The optimal workflow for a grants service would be that an external user setting up a new account would access an easy look-up for their organisation that would auto-populate an organisational ID. In the background there might need to be tables of comparison drawing down different organisational IDs from different sources but that should be invisible to the user. The look-up tables should be populated through an API link to the source data rather than a static file to ensure that the information is kept up to date. Where an organisational ID doesn’t currently exist then it should be generated automatically at the time of use. It would not be acceptable for this to be a manual process that takes several days for a reply. In selecting an international, bridging identifier as a solution, it has the potential for improving the processes and workflows around the research lifecycle, particularly when it comes to satisfying open access requirements.

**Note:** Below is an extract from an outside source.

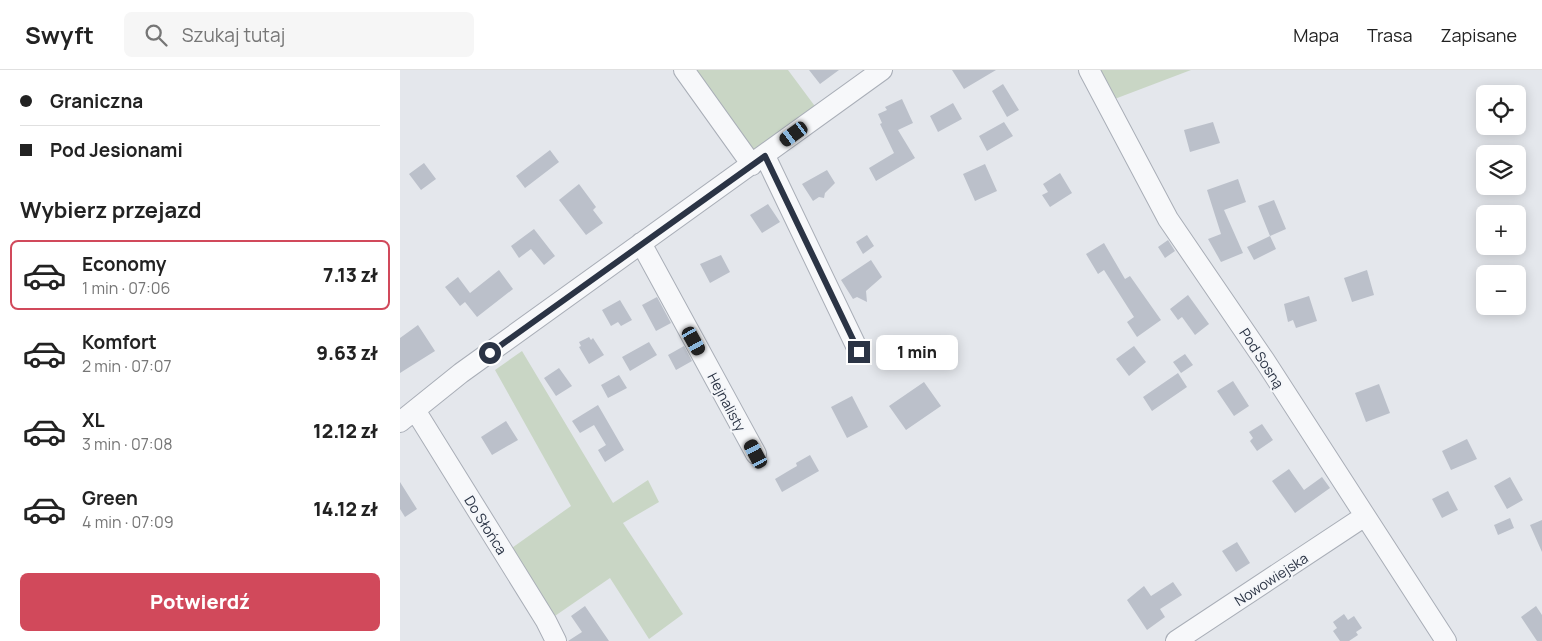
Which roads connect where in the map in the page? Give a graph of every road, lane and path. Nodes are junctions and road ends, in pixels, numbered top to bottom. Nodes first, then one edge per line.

In August 2017, there was an announcement [21] from ISNI that they were making “changes to its infrastructure focused on providing open identifiers for organizations working in the field of scholarly communications.” This involved segmenting the organisation records from the ISNI database, making the identifiers and associated core metadata available under a CC0 licence and an API for the retrieval and resolution of ISNI IDs. These were issues that had been raised by ORCID/DataCite/Crossref prior to the setting up of their working group. The ISNI announcement stated that a new Advisory Board would be set up with representatives of the scholarly communications community to guide the efforts of the “ISNI Organizations Registry”.

Jisc met with UKRI and the British Library, in September 2018, to discuss the potential of further work following the original pilot and plans for the “ISNI Organizations Registry”. The Advisory Board for the registry is currently in the process of being set up.

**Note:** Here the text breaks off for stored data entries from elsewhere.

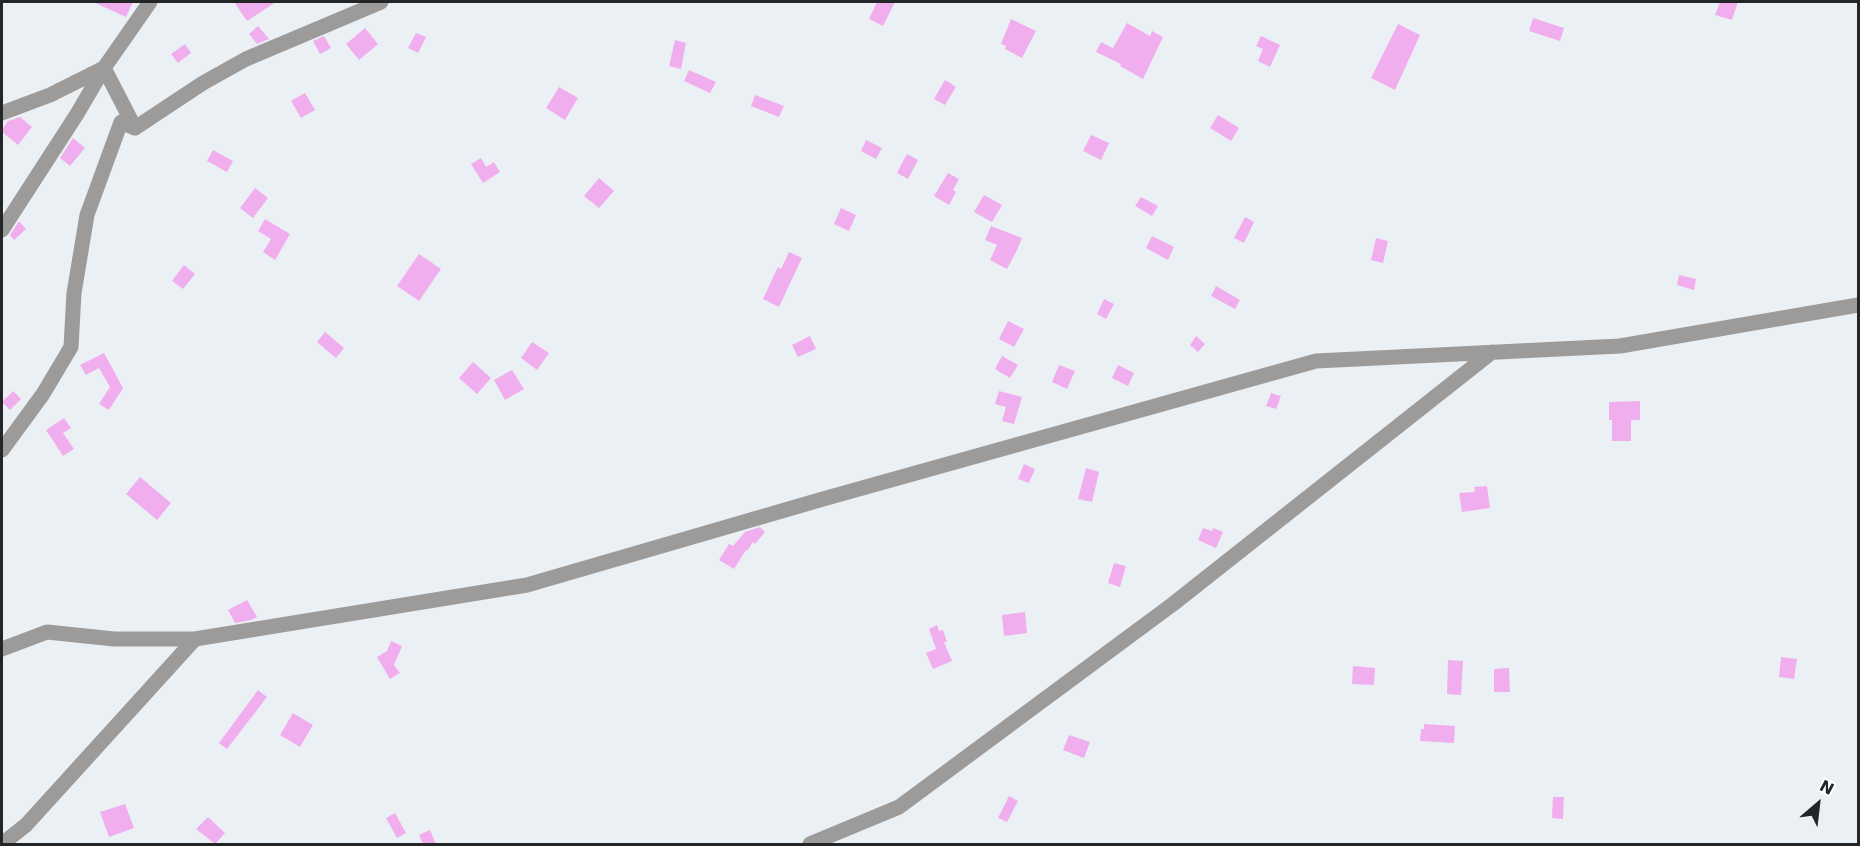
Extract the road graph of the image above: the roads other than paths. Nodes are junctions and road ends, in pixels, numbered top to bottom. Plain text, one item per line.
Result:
1 (150, 2) edge
2 (381, 2) edge
3 (105, 68) junction
4 (2, 113) edge
5 (135, 128) junction
6 (2, 230) edge
7 (1858, 306) edge
8 (1492, 352) junction
9 (2, 450) edge
10 (195, 639) junction
11 (2, 649) edge
12 (2, 844) edge
13 (810, 844) edge

1 - 3 street
2 - 5 street
3 - 4 street
3 - 5 street
3 - 6 street
5 - 9 street
7 - 8 street
8 - 10 street
8 - 13 street
10 - 11 street
10 - 12 street

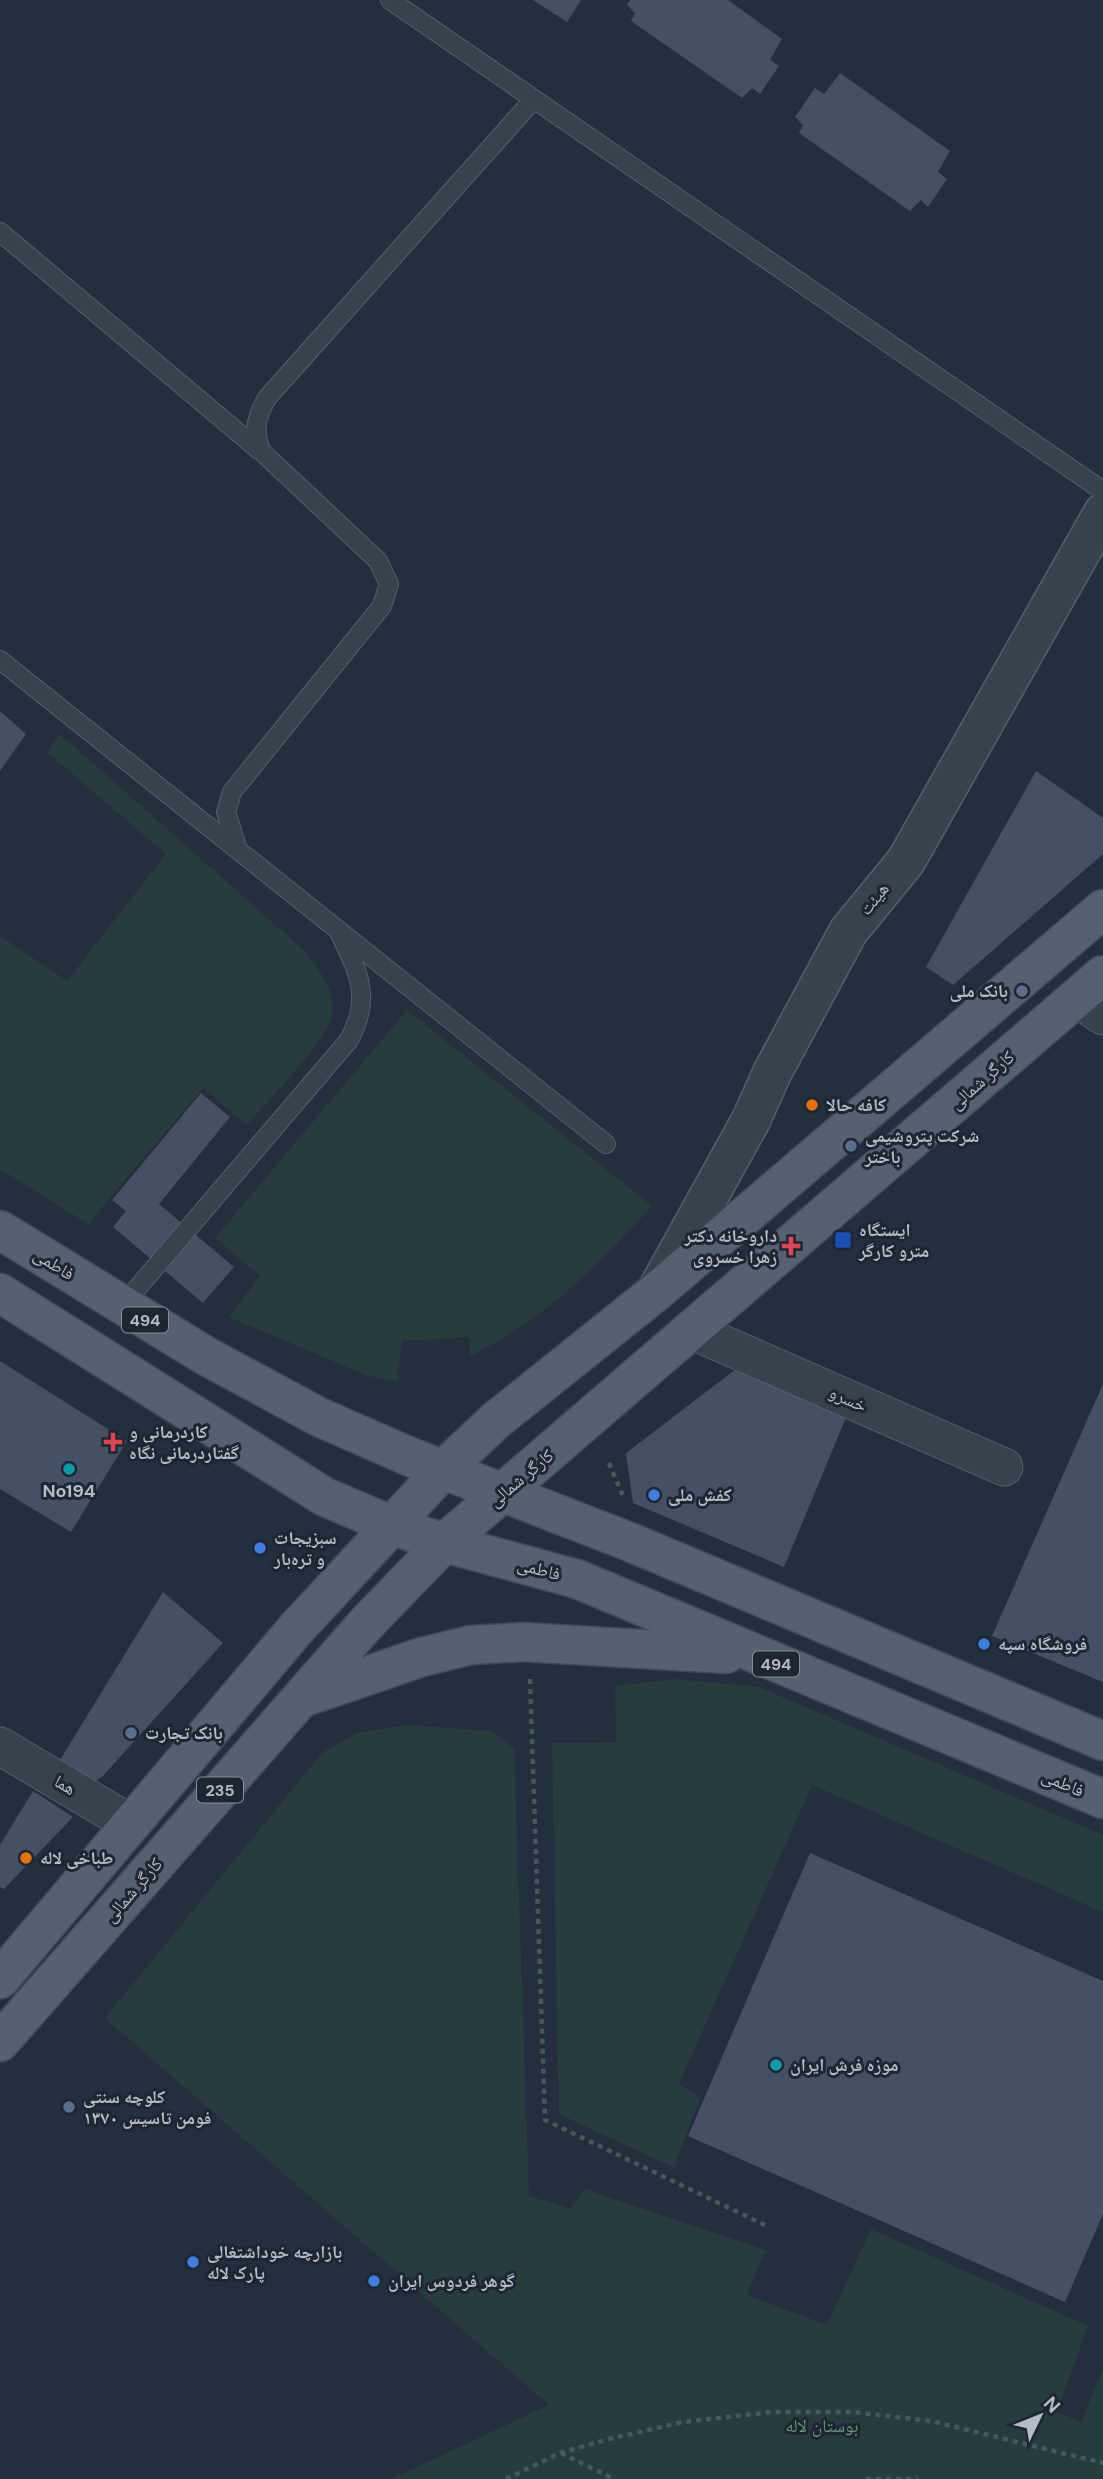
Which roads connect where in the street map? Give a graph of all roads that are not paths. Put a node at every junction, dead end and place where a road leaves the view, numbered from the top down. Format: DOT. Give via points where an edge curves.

Prior to the announcement of the “Research Organizations Registry” and the meeting with BL and UKRI, Jisc published a blog post [22] summarising past initiatives and highlighting some of the issues that need to be addressed by any registry. There are two potential registries looking to solve the organisation identifier problem but, for any registry, the recommendations from the Jisc-CASRAI group still apply. In addition to these, it’s worth stressing that the following are addressed for any registry to be a success and adopted by the community. These are:

The ownership and governance of an organisation identifier registry in the academic domain should reflect the range of organisations that would be identified in the registry. It is not appropriate for a body governed by only one set of organisations to have excessive influence.
There must be trust in the process for defining governance and host arrangements with an open and transparent process.

Without addressing these issues it’s unlikely that the community will trust or adopt a registry solution for organisation identifiers. Jisc will continue to engage with the relevant groups and organisations to ensure the needs of the UK (and international) community are met and that these issues are raised.

Funder Registry

Crossref maintains a Funder Registry [23]. The registry assigns a DOI as a unique identifier to each funder. The list is searchable online or via an API, and is updated and reviewed on an ongoing basis. Funder DOIs, along with funder names and grant numbers, can be associated with the metadata for a publication in Crossref. The data is fully openly available under a CC0 licence.

The Funder Registry meets the criteria set out above and is a useful organisational identifier for funders. It allows funders to more easily track the outcomes of their funding, research organisations to monitor their academics’ output, and the public to understand how funds are used. Open funding data can also aid compliance by making it easier to associate a published work with a particular funder policy.